This task calls for copying every line of the records that includes the word "main".

Records for the task:
* * *

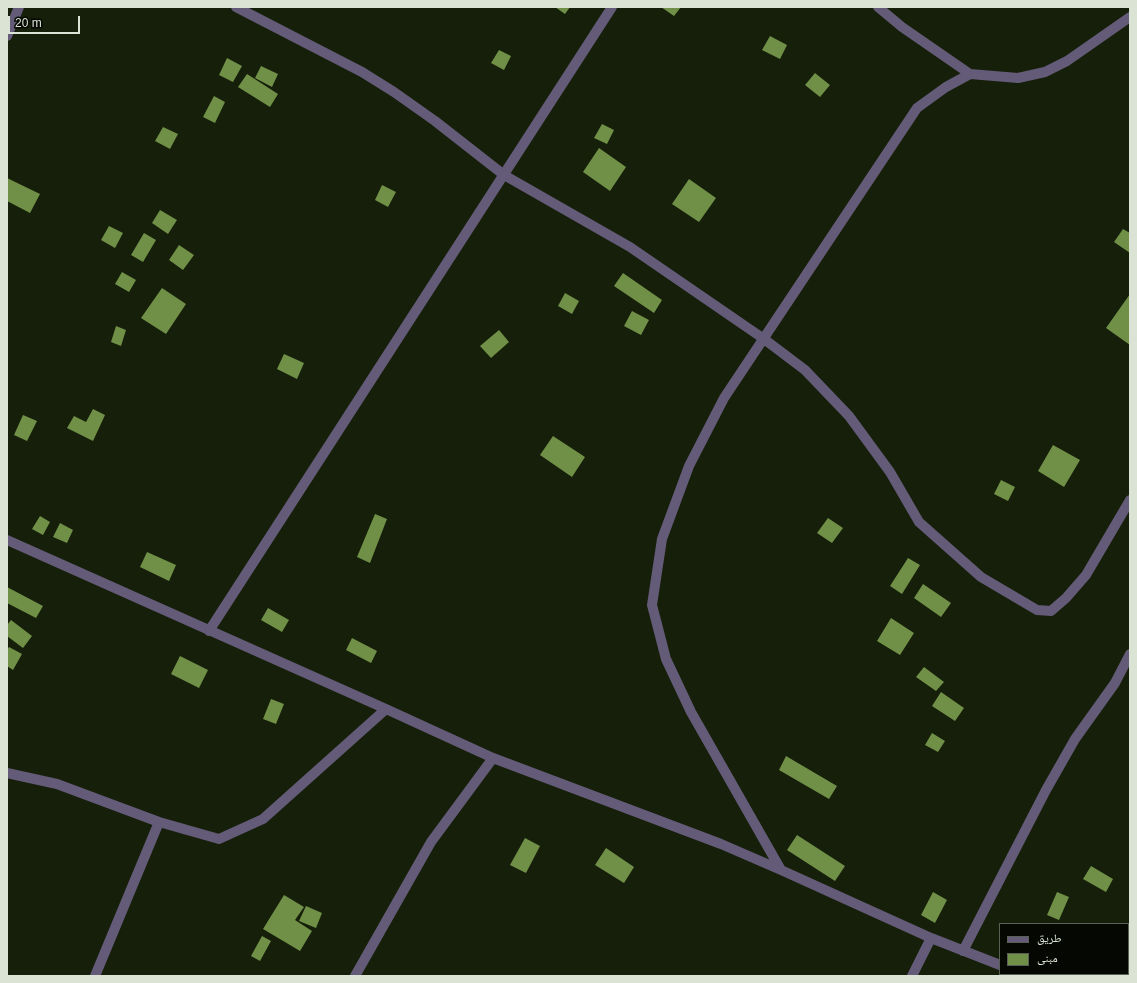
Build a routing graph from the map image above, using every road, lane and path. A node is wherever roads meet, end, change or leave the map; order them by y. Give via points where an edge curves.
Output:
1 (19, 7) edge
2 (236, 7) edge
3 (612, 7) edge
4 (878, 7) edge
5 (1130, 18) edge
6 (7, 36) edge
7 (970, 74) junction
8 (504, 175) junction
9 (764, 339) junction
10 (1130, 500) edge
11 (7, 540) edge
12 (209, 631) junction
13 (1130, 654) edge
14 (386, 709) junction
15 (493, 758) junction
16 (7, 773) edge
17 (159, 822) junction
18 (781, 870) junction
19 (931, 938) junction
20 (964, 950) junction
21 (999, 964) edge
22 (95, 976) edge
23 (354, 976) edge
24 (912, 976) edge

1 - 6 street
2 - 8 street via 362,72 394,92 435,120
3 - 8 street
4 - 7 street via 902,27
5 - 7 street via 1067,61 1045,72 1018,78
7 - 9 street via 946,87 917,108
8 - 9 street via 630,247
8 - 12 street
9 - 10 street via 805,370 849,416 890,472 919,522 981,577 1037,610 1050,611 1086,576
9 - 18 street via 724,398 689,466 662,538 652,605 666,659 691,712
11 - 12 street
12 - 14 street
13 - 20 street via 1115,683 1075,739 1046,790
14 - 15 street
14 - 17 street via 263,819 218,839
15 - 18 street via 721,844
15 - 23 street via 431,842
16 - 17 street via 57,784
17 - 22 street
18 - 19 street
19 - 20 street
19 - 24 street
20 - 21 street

* * *

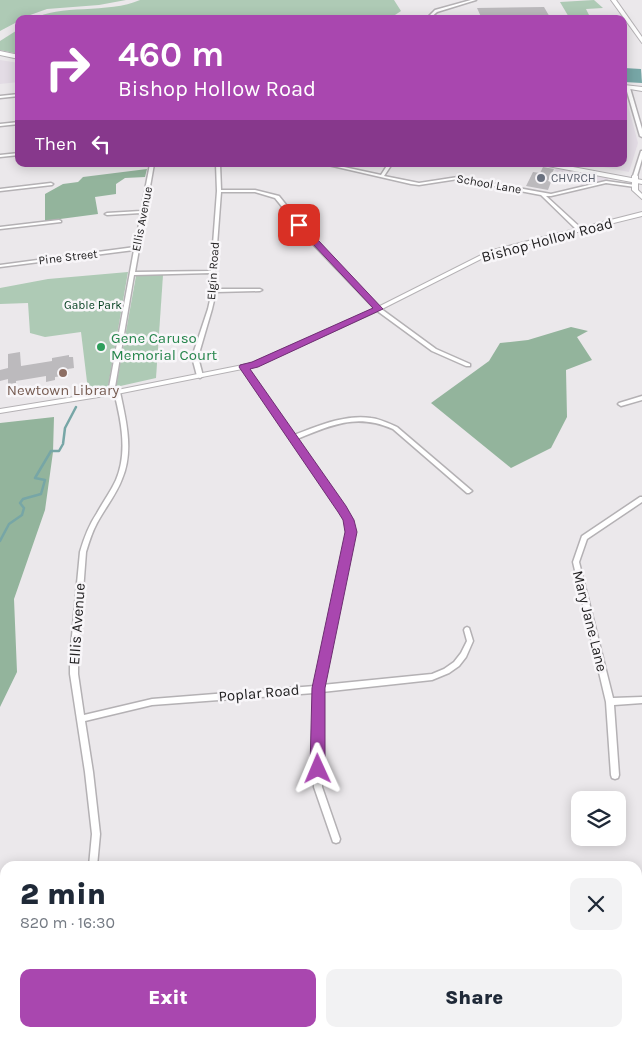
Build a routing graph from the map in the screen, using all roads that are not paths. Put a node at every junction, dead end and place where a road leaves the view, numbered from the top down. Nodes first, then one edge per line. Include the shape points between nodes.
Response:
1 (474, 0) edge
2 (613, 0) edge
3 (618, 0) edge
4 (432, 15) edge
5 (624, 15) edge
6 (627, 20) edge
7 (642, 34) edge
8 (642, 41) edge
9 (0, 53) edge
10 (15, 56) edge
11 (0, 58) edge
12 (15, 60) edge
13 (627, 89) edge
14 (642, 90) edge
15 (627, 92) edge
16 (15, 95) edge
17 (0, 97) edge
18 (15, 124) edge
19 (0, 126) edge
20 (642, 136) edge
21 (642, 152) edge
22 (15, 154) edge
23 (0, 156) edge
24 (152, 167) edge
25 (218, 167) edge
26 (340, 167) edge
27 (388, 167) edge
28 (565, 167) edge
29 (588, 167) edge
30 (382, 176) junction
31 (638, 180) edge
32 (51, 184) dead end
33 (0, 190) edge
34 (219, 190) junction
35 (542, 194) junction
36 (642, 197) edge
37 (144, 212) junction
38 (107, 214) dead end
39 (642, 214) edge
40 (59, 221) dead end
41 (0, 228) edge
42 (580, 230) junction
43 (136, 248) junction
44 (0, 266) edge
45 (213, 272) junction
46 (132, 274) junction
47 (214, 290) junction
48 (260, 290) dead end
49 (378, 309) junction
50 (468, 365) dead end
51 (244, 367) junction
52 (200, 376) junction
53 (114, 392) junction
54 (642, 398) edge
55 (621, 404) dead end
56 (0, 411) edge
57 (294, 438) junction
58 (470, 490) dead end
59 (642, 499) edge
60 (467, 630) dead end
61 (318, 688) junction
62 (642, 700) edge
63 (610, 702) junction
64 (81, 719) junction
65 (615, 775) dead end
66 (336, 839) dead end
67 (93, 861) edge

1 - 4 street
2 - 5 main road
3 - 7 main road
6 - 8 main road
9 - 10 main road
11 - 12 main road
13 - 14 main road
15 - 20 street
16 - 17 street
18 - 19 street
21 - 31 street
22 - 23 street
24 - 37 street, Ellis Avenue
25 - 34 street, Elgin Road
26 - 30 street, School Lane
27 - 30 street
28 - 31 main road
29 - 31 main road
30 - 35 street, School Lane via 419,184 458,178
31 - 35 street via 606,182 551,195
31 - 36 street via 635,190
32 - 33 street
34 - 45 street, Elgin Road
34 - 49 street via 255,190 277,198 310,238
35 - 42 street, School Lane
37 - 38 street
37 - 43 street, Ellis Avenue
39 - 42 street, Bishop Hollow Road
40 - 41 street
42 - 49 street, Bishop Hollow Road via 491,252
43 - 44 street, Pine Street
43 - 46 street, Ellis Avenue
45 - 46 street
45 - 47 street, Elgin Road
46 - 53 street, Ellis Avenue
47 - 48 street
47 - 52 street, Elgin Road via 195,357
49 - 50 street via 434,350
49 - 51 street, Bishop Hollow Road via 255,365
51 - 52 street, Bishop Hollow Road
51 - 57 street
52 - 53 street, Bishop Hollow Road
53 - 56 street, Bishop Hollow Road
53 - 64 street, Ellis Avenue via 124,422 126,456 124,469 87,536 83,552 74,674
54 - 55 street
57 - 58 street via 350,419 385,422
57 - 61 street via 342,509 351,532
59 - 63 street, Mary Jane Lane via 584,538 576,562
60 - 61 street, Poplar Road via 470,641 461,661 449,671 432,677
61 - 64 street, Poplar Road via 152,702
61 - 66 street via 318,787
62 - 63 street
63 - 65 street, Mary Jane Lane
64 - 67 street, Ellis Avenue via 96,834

* * *

Output below:
2 - 5 main road
3 - 7 main road
6 - 8 main road
9 - 10 main road
11 - 12 main road
13 - 14 main road
28 - 31 main road
29 - 31 main road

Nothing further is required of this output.